-- WORK REQUIRED --
The reply is to be an exact repetition of the entries that follow, with each picture left out.
(MATERIAL PROVIDED Opens)
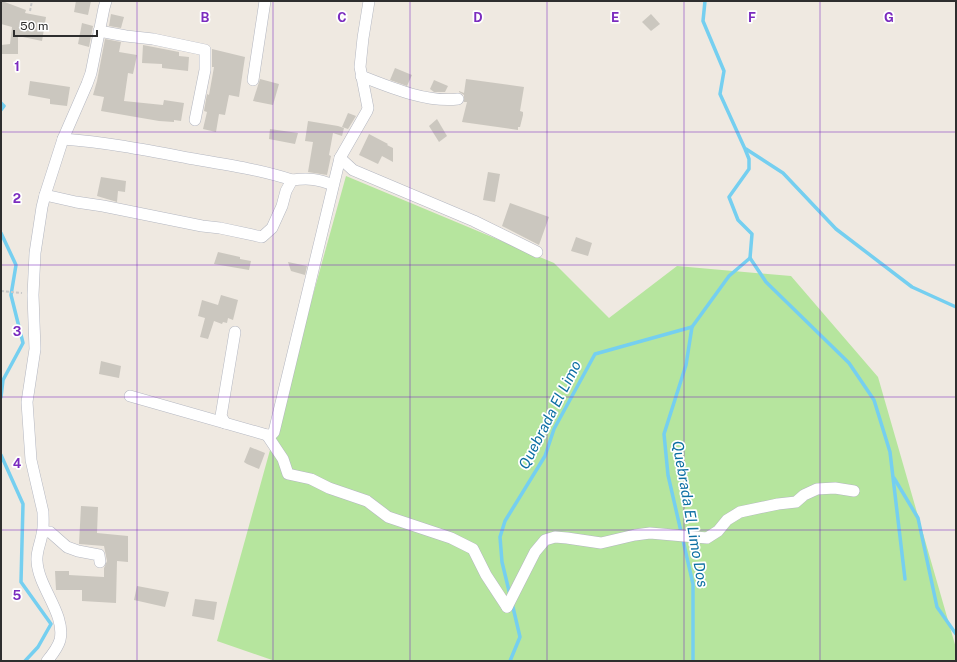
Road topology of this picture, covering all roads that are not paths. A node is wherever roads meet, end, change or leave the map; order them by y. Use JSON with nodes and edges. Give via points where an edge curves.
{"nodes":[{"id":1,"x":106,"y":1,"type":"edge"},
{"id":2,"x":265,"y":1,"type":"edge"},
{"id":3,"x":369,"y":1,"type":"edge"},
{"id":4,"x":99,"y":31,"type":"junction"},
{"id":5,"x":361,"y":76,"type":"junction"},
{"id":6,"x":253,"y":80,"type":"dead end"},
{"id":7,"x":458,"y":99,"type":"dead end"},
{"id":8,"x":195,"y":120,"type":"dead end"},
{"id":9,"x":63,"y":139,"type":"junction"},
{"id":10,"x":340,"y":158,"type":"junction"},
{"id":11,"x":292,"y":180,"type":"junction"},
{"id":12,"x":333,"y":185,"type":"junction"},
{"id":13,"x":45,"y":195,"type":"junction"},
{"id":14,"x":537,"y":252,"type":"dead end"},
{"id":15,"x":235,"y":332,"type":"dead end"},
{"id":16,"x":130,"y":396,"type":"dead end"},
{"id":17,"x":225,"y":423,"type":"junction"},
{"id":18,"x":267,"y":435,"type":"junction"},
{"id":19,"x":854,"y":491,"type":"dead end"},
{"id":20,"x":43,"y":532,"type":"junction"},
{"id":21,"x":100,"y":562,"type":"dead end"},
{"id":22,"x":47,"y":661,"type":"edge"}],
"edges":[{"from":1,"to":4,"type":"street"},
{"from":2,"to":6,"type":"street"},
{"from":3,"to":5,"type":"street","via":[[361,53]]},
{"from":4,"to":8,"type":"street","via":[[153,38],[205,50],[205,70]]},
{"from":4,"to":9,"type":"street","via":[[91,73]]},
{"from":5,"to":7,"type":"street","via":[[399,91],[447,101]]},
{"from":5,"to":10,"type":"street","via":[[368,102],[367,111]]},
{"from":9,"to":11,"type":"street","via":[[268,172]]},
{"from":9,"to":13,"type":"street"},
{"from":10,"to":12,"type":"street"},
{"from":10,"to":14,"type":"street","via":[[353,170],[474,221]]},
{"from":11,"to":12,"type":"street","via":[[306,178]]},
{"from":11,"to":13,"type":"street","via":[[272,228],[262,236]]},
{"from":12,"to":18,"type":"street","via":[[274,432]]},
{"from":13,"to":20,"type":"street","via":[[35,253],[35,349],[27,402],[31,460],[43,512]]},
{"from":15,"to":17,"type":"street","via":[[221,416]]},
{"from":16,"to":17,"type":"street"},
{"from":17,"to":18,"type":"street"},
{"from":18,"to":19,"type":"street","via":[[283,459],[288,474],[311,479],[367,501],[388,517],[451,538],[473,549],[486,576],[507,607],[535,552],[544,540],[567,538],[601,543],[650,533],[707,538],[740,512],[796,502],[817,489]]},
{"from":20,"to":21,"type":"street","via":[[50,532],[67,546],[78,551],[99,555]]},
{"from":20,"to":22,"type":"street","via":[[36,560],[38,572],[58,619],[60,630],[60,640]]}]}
(MATERIAL PROVIDED Closes)
-- COMPLETED EXERCISE --
Road topology of this picture, covering all roads that are not paths. A node is wherever roads meet, end, change or leave the map; order them by y. Use JSON with nodes and edges. Give via points where an edge curves.
{"nodes":[{"id":1,"x":106,"y":1,"type":"edge"},
{"id":2,"x":265,"y":1,"type":"edge"},
{"id":3,"x":369,"y":1,"type":"edge"},
{"id":4,"x":99,"y":31,"type":"junction"},
{"id":5,"x":361,"y":76,"type":"junction"},
{"id":6,"x":253,"y":80,"type":"dead end"},
{"id":7,"x":458,"y":99,"type":"dead end"},
{"id":8,"x":195,"y":120,"type":"dead end"},
{"id":9,"x":63,"y":139,"type":"junction"},
{"id":10,"x":340,"y":158,"type":"junction"},
{"id":11,"x":292,"y":180,"type":"junction"},
{"id":12,"x":333,"y":185,"type":"junction"},
{"id":13,"x":45,"y":195,"type":"junction"},
{"id":14,"x":537,"y":252,"type":"dead end"},
{"id":15,"x":235,"y":332,"type":"dead end"},
{"id":16,"x":130,"y":396,"type":"dead end"},
{"id":17,"x":225,"y":423,"type":"junction"},
{"id":18,"x":267,"y":435,"type":"junction"},
{"id":19,"x":854,"y":491,"type":"dead end"},
{"id":20,"x":43,"y":532,"type":"junction"},
{"id":21,"x":100,"y":562,"type":"dead end"},
{"id":22,"x":47,"y":661,"type":"edge"}],
"edges":[{"from":1,"to":4,"type":"street"},
{"from":2,"to":6,"type":"street"},
{"from":3,"to":5,"type":"street","via":[[361,53]]},
{"from":4,"to":8,"type":"street","via":[[153,38],[205,50],[205,70]]},
{"from":4,"to":9,"type":"street","via":[[91,73]]},
{"from":5,"to":7,"type":"street","via":[[399,91],[447,101]]},
{"from":5,"to":10,"type":"street","via":[[368,102],[367,111]]},
{"from":9,"to":11,"type":"street","via":[[268,172]]},
{"from":9,"to":13,"type":"street"},
{"from":10,"to":12,"type":"street"},
{"from":10,"to":14,"type":"street","via":[[353,170],[474,221]]},
{"from":11,"to":12,"type":"street","via":[[306,178]]},
{"from":11,"to":13,"type":"street","via":[[272,228],[262,236]]},
{"from":12,"to":18,"type":"street","via":[[274,432]]},
{"from":13,"to":20,"type":"street","via":[[35,253],[35,349],[27,402],[31,460],[43,512]]},
{"from":15,"to":17,"type":"street","via":[[221,416]]},
{"from":16,"to":17,"type":"street"},
{"from":17,"to":18,"type":"street"},
{"from":18,"to":19,"type":"street","via":[[283,459],[288,474],[311,479],[367,501],[388,517],[451,538],[473,549],[486,576],[507,607],[535,552],[544,540],[567,538],[601,543],[650,533],[707,538],[740,512],[796,502],[817,489]]},
{"from":20,"to":21,"type":"street","via":[[50,532],[67,546],[78,551],[99,555]]},
{"from":20,"to":22,"type":"street","via":[[36,560],[38,572],[58,619],[60,630],[60,640]]}]}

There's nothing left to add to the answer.